## [Data under study]
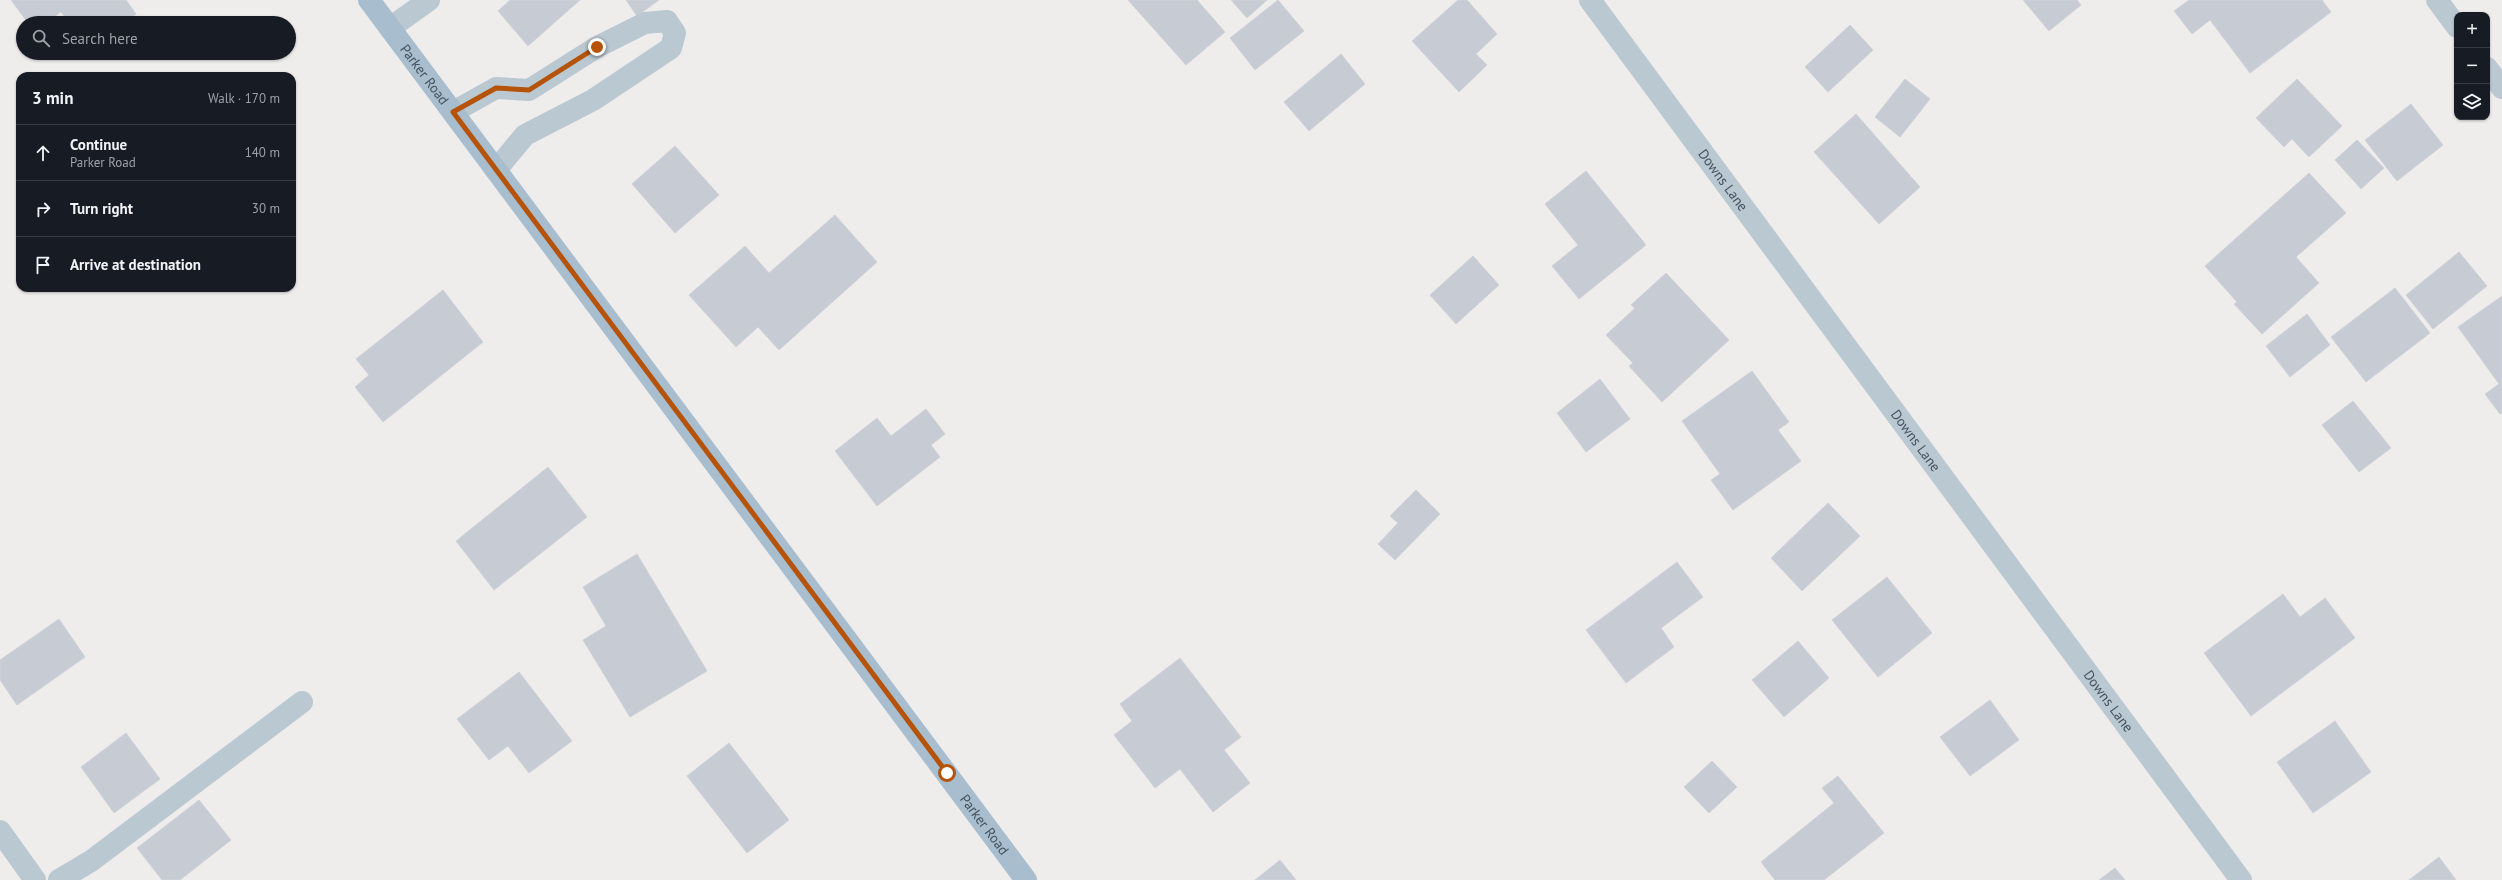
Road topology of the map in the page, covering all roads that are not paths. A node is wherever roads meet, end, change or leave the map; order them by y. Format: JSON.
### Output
{"nodes":[{"id":1,"x":369,"y":0,"type":"edge"},
{"id":2,"x":429,"y":0,"type":"edge"},
{"id":3,"x":1590,"y":0,"type":"edge"},
{"id":4,"x":2437,"y":0,"type":"edge"},
{"id":5,"x":2454,"y":23,"type":"edge"},
{"id":6,"x":390,"y":28,"type":"junction"},
{"id":7,"x":2490,"y":72,"type":"edge"},
{"id":8,"x":2502,"y":88,"type":"edge"},
{"id":9,"x":453,"y":112,"type":"junction"},
{"id":10,"x":496,"y":170,"type":"junction"},
{"id":11,"x":302,"y":702,"type":"dead end"},
{"id":12,"x":0,"y":831,"type":"edge"},
{"id":13,"x":35,"y":880,"type":"edge"},
{"id":14,"x":59,"y":880,"type":"edge"},
{"id":15,"x":1026,"y":880,"type":"edge"},
{"id":16,"x":2242,"y":880,"type":"edge"}],
"edges":[{"from":1,"to":6,"type":"main road","name":"Parker Road"},
{"from":2,"to":6,"type":"street"},
{"from":3,"to":16,"type":"street","name":"Downs Lane"},
{"from":4,"to":5,"type":"street"},
{"from":6,"to":9,"type":"main road","name":"Parker Road"},
{"from":7,"to":8,"type":"street"},
{"from":9,"to":10,"type":"main road","name":"Parker Road"},
{"from":9,"to":10,"type":"street"},
{"from":10,"to":15,"type":"main road","name":"Parker Road"},
{"from":11,"to":14,"type":"street"},
{"from":12,"to":13,"type":"street"}]}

## [Work to be completed]
Each entry above should be copied word for word, with the images omitted.

## [Exercise result]
Road topology of the map in the page, covering all roads that are not paths. A node is wherever roads meet, end, change or leave the map; order them by y. Format: JSON.
### Output
{"nodes":[{"id":1,"x":369,"y":0,"type":"edge"},
{"id":2,"x":429,"y":0,"type":"edge"},
{"id":3,"x":1590,"y":0,"type":"edge"},
{"id":4,"x":2437,"y":0,"type":"edge"},
{"id":5,"x":2454,"y":23,"type":"edge"},
{"id":6,"x":390,"y":28,"type":"junction"},
{"id":7,"x":2490,"y":72,"type":"edge"},
{"id":8,"x":2502,"y":88,"type":"edge"},
{"id":9,"x":453,"y":112,"type":"junction"},
{"id":10,"x":496,"y":170,"type":"junction"},
{"id":11,"x":302,"y":702,"type":"dead end"},
{"id":12,"x":0,"y":831,"type":"edge"},
{"id":13,"x":35,"y":880,"type":"edge"},
{"id":14,"x":59,"y":880,"type":"edge"},
{"id":15,"x":1026,"y":880,"type":"edge"},
{"id":16,"x":2242,"y":880,"type":"edge"}],
"edges":[{"from":1,"to":6,"type":"main road","name":"Parker Road"},
{"from":2,"to":6,"type":"street"},
{"from":3,"to":16,"type":"street","name":"Downs Lane"},
{"from":4,"to":5,"type":"street"},
{"from":6,"to":9,"type":"main road","name":"Parker Road"},
{"from":7,"to":8,"type":"street"},
{"from":9,"to":10,"type":"main road","name":"Parker Road"},
{"from":9,"to":10,"type":"street"},
{"from":10,"to":15,"type":"main road","name":"Parker Road"},
{"from":11,"to":14,"type":"street"},
{"from":12,"to":13,"type":"street"}]}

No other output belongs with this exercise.